BEGIN

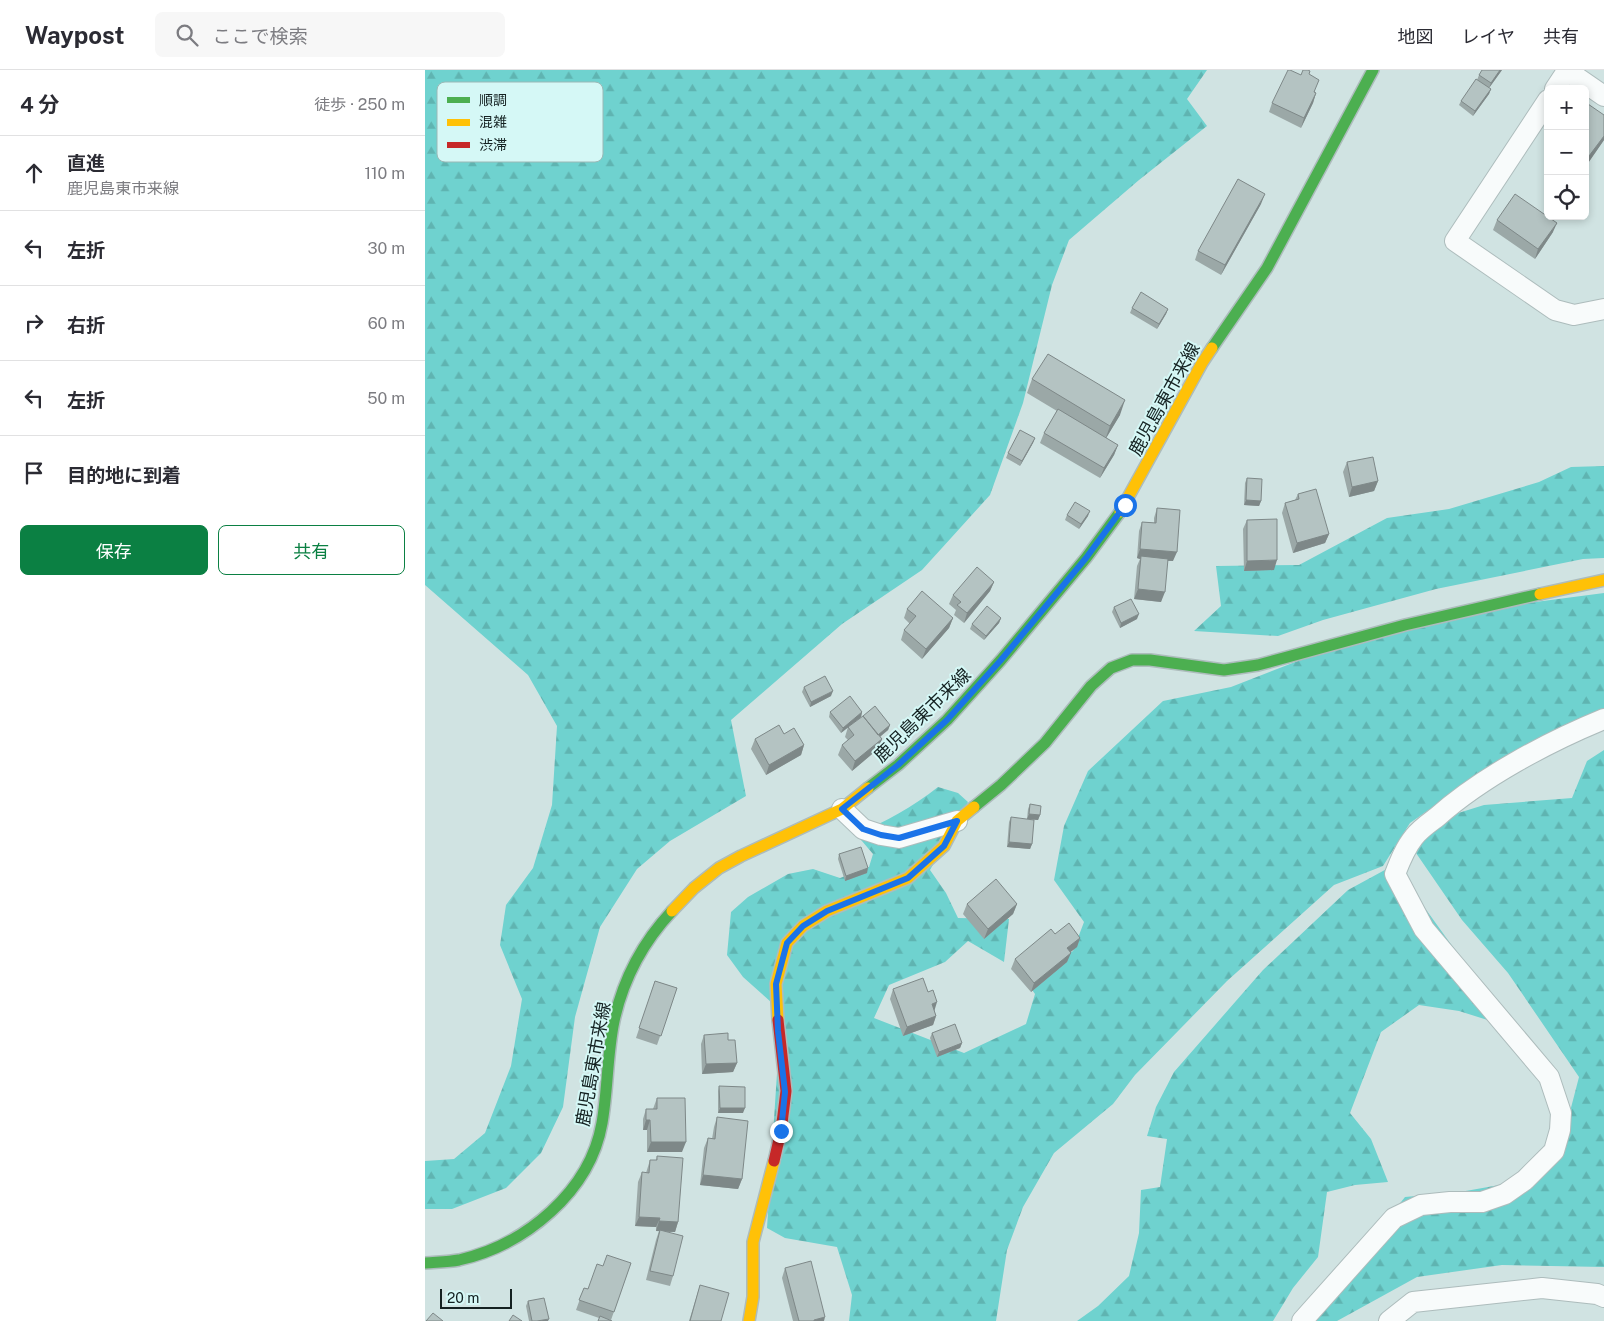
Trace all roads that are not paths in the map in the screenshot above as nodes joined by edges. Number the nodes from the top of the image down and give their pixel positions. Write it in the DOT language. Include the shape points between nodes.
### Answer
graph roads {
  1 [pos="1373,70"];
  2 [pos="1566,70"];
  3 [pos="1557,85"];
  4 [pos="1604,96"];
  5 [pos="1544,106"];
  6 [pos="1604,309"];
  7 [pos="1604,580"];
  8 [pos="1604,719"];
  9 [pos="842,809"];
  10 [pos="957,821"];
  11 [pos="425,1263"];
  12 [pos="1604,1297"];
  13 [pos="749,1321"];
  14 [pos="1302,1321"];
  15 [pos="1389,1321"];
  1 -- 9 [label="main road, 鹿児島東市来線" via="1267,268 1202,363 1125,505 1086,558 947,720 898,765"];
  2 -- 3 [label="street"];
  2 -- 4 [label="street"];
  5 -- 6 [label="street" via="1455,241 1555,310 1574,315"];
  7 -- 10 [label="main road" via="1405,625 1258,666 1224,670 1132,660 1111,668 1091,686 1045,743"];
  8 -- 14 [label="street" via="1535,752 1453,803 1415,835 1395,874 1424,929 1549,1077 1561,1113 1554,1151 1525,1180 1505,1194 1482,1202 1421,1205 1394,1218"];
  9 -- 10 [label="street" via="863,829 899,838"];
  9 -- 11 [label="main road, 鹿児島東市来線" via="719,868 693,888 656,928 639,954 615,1021 602,1124 592,1156 555,1208 523,1234 487,1251 458,1260"];
  10 -- 13 [label="main road" via="944,846 908,878 827,911 803,926 787,943 776,984 785,1092 781,1131 753,1242 753,1297"];
  12 -- 15 [label="street" via="1542,1288 1413,1302"];
}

END

▶ _Activity_:
Dropping every picture, restate the material word for word.

▶ _Answer_:
Trace all roads that are not paths in the map in the screenshot above as nodes joined by edges. Number the nodes from the top of the image down and give their pixel positions. Write it in the DOT language. Include the shape points between nodes.
### Answer
graph roads {
  1 [pos="1373,70"];
  2 [pos="1566,70"];
  3 [pos="1557,85"];
  4 [pos="1604,96"];
  5 [pos="1544,106"];
  6 [pos="1604,309"];
  7 [pos="1604,580"];
  8 [pos="1604,719"];
  9 [pos="842,809"];
  10 [pos="957,821"];
  11 [pos="425,1263"];
  12 [pos="1604,1297"];
  13 [pos="749,1321"];
  14 [pos="1302,1321"];
  15 [pos="1389,1321"];
  1 -- 9 [label="main road, 鹿児島東市来線" via="1267,268 1202,363 1125,505 1086,558 947,720 898,765"];
  2 -- 3 [label="street"];
  2 -- 4 [label="street"];
  5 -- 6 [label="street" via="1455,241 1555,310 1574,315"];
  7 -- 10 [label="main road" via="1405,625 1258,666 1224,670 1132,660 1111,668 1091,686 1045,743"];
  8 -- 14 [label="street" via="1535,752 1453,803 1415,835 1395,874 1424,929 1549,1077 1561,1113 1554,1151 1525,1180 1505,1194 1482,1202 1421,1205 1394,1218"];
  9 -- 10 [label="street" via="863,829 899,838"];
  9 -- 11 [label="main road, 鹿児島東市来線" via="719,868 693,888 656,928 639,954 615,1021 602,1124 592,1156 555,1208 523,1234 487,1251 458,1260"];
  10 -- 13 [label="main road" via="944,846 908,878 827,911 803,926 787,943 776,984 785,1092 781,1131 753,1242 753,1297"];
  12 -- 15 [label="street" via="1542,1288 1413,1302"];
}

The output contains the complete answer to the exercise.